As the development of light-weight, small volume and versatile manipulators has grown in the field of robotics, the need for more efficient and relevant power transmission systems in the manipulators has become increasingly apparent. It is clear that the advent of efficient, low friction, and backlash-free actuation systems promises to provide significant gains in manipulator performance. Tendon transmission has been widely used to actuate small volume and light-weight articulated manipulators, such as dextrous mechanical hands, for it permits actuators to be installed remotely from the end-effector, thus reducing the bulk and inertia of the manipulator system. Current research on such actuation systems is accomplished on the basis of specialized designs. The lack of systematic approaches has limited our scope in realizing our scope in realizing performance of such transmission systems. Therefore, when associated with systematic methodologies, the study of tendon-driven manipulators promises to be of major importance in the field of robotics.

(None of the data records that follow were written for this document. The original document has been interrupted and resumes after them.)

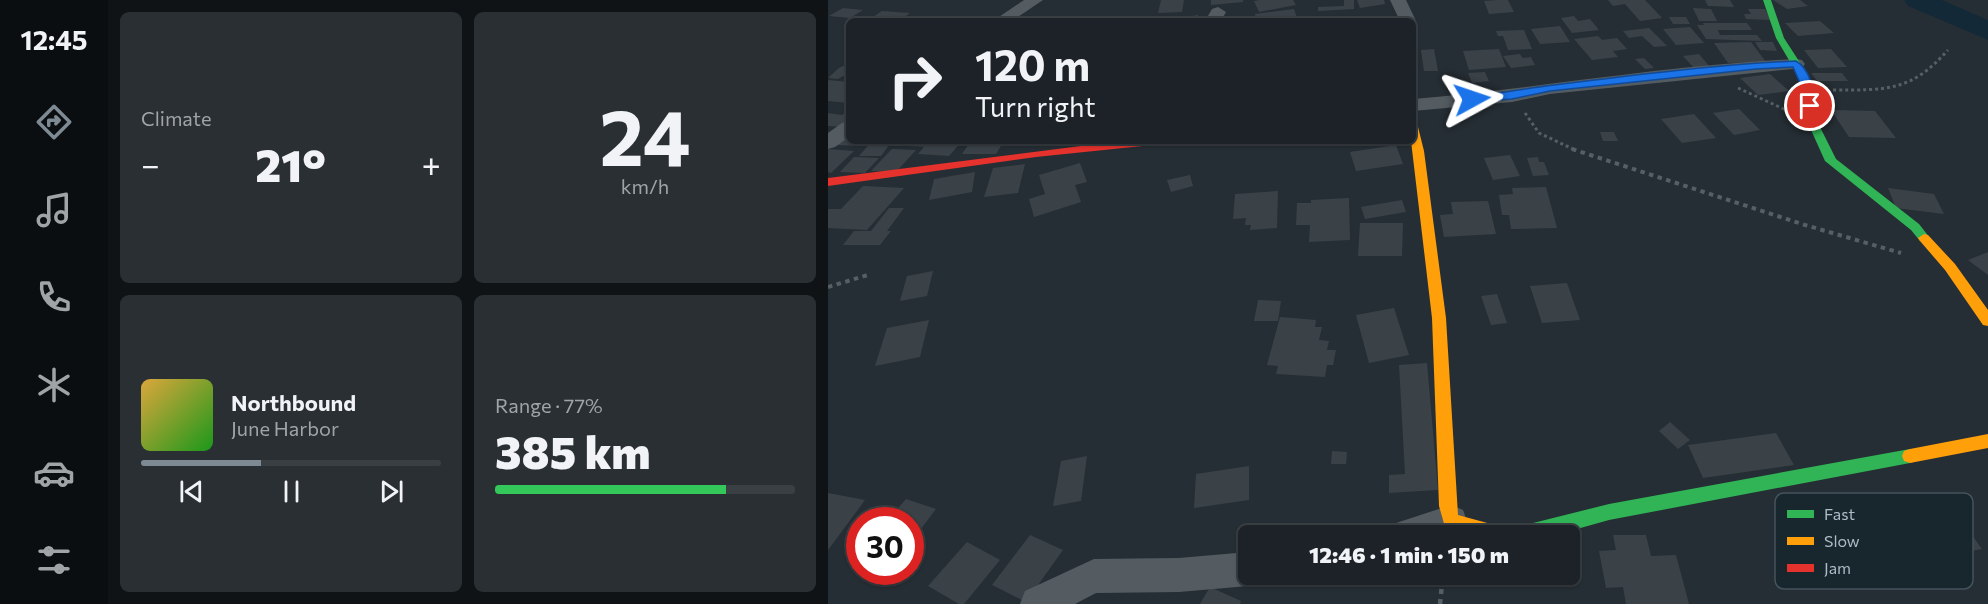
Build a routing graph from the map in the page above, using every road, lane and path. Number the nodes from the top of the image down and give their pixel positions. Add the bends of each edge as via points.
1 (1035, 0) edge
2 (1398, 0) edge
3 (1767, 0) edge
4 (1006, 18) edge
5 (1407, 18) edge
6 (1948, 50) dead end
7 (1796, 64) junction
8 (1698, 73) junction
9 (1808, 90) junction
10 (1512, 96) junction
11 (1416, 105) edge
12 (1812, 121) junction
13 (846, 129) edge
14 (1416, 138) edge
15 (828, 143) edge
16 (1121, 144) edge
17 (828, 182) edge
18 (1906, 254) dead end
19 (871, 274) dead end
20 (828, 287) edge
21 (1988, 321) edge
22 (1988, 441) edge
23 (1451, 520) junction
24 (1437, 525) edge
25 (1238, 570) edge
26 (1442, 585) edge
27 (1038, 604) edge
28 (1440, 604) edge

1 - 4 street
2 - 5 street
3 - 7 street via 1780,38
6 - 9 path via 1933,69 1907,86
7 - 8 street
7 - 9 street
8 - 10 street via 1550,88
8 - 12 path
9 - 12 street
10 - 11 street
10 - 18 path via 1539,133 1555,142 1805,225
12 - 21 street via 1831,161 1916,227
13 - 15 street
14 - 23 street via 1439,318
16 - 17 street
19 - 20 path
22 - 23 street via 1609,512 1564,527 1520,533 1481,532
23 - 24 street
25 - 27 street via 1094,576
26 - 28 path

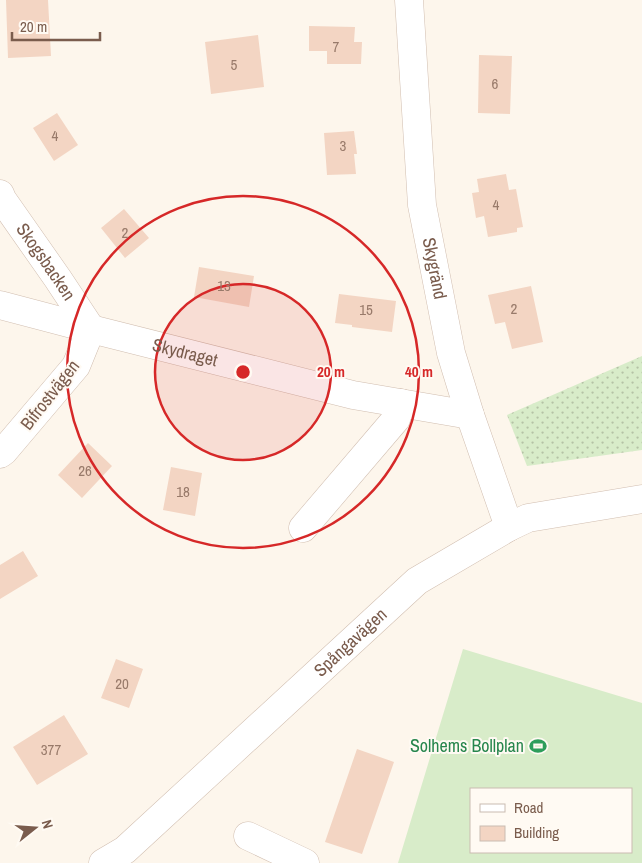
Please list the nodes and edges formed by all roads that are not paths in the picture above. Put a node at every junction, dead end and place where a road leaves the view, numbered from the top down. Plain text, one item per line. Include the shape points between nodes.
1 (409, 0) edge
2 (0, 194) edge
3 (0, 305) edge
4 (91, 329) junction
5 (401, 403) junction
6 (470, 415) junction
7 (0, 454) edge
8 (642, 498) edge
9 (509, 527) junction
10 (303, 528) dead end
11 (248, 836) dead end
12 (103, 863) edge
13 (305, 863) edge

1 - 6 street, Skygränd via 422,205 451,353
2 - 4 street, Skogsbacken
3 - 4 street, Skydraget
4 - 5 street, Skydraget via 354,395
4 - 7 street, Bifrostvägen via 76,366
5 - 6 street, Skydraget
5 - 10 street via 396,420
6 - 9 street, Skygränd
8 - 9 street, Spångavägen via 528,518
9 - 12 street, Spångavägen via 417,581 125,850
11 - 13 street

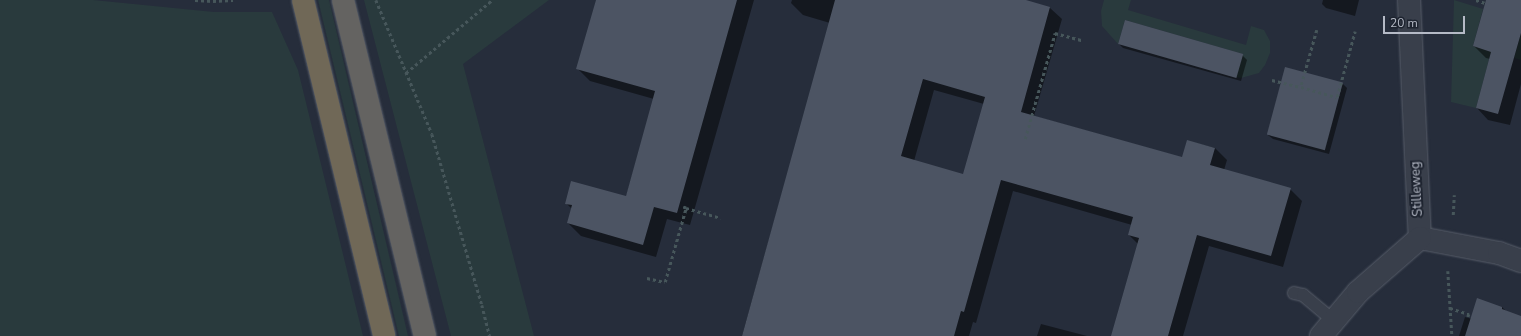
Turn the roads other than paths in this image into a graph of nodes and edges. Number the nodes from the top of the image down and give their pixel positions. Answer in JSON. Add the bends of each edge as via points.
{"nodes":[{"id":1,"x":303,"y":0,"type":"edge"},
{"id":2,"x":343,"y":0,"type":"edge"},
{"id":3,"x":1409,"y":0,"type":"edge"},
{"id":4,"x":1420,"y":238,"type":"junction"},
{"id":5,"x":1521,"y":261,"type":"edge"},
{"id":6,"x":1294,"y":293,"type":"dead end"},
{"id":7,"x":1327,"y":328,"type":"edge"},
{"id":8,"x":384,"y":336,"type":"edge"},
{"id":9,"x":425,"y":336,"type":"edge"}],
"edges":[{"from":1,"to":8,"type":"highway"},
{"from":2,"to":9,"type":"highway"},
{"from":3,"to":4,"type":"street","name":"Stilleweg"},
{"from":4,"to":5,"type":"street","via":[[1499,253]]},
{"from":4,"to":7,"type":"street","via":[[1358,292]]},
{"from":6,"to":7,"type":"lane","via":[[1303,295]]}]}
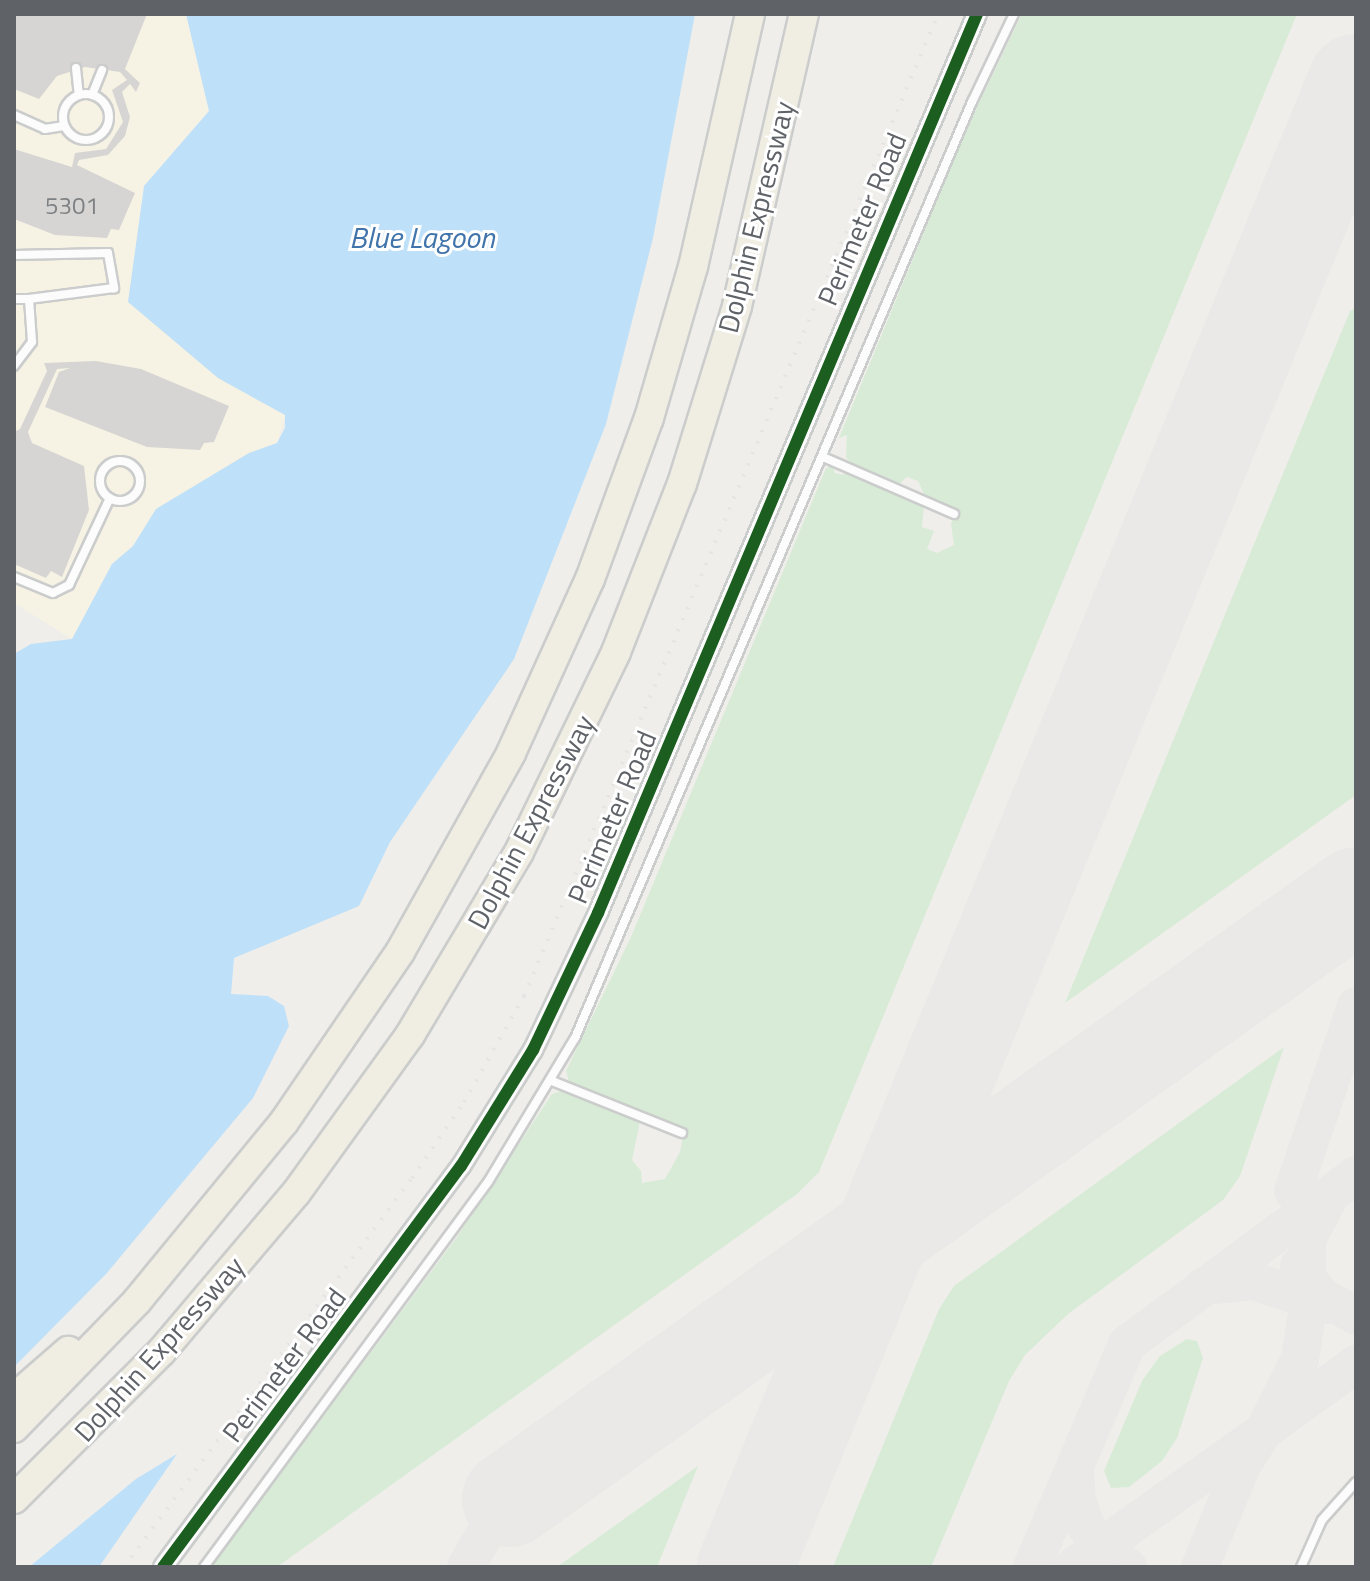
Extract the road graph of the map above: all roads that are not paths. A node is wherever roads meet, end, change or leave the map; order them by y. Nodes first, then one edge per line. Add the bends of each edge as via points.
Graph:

This dissertation is concerned with four issues to enhance our use and understanding of tendon-driven manipulators. First, a systematic approach for the kinematic analysis of tendon-driven manipulators is established. Graph is used to represent the kinematic structure of tendon-driven manipulators. It is shown that the kinematic structure of tendon-driven manipulators is in every way similar to that of epicyclic gear trains. The fundamental circuit equation developed for the kinematic analysis of epicyclic gear trains can thus be applied to this type of mechanism. The displacement equation governing joint angle space and tendon space can be easily obtained.

Secondly, the concept of structural isomorphism and the structural characteristics of tendon-driven manipulators are investigated. Based on the explored properties, a methodology for the enumeration of tendon-driven manipulators is developed. By applying the methodology, a class of kinematic structures having pseudo-triangular structure matrix is enumerated.

Thirdly, a method for assessing the kinematic/static performance of tendon- driven manipulators is developed. Transmission ellipsoids of the manipulators are investigated. A criterion for differentiating force transmission characteristics and a procedure for identifying least maximum- tendon-force are established. Based on the rationale developed, it is shown that optimal kinematic structure can be achieved fir certain types of tendon routings.

Finally, the dynamic characteristics of tendon-driven manipulators are examined in detail. When integrating with a control algorithm in the manipulator, the dynamic performance of tendon-driven manipulators is realized and identified with more fidelity.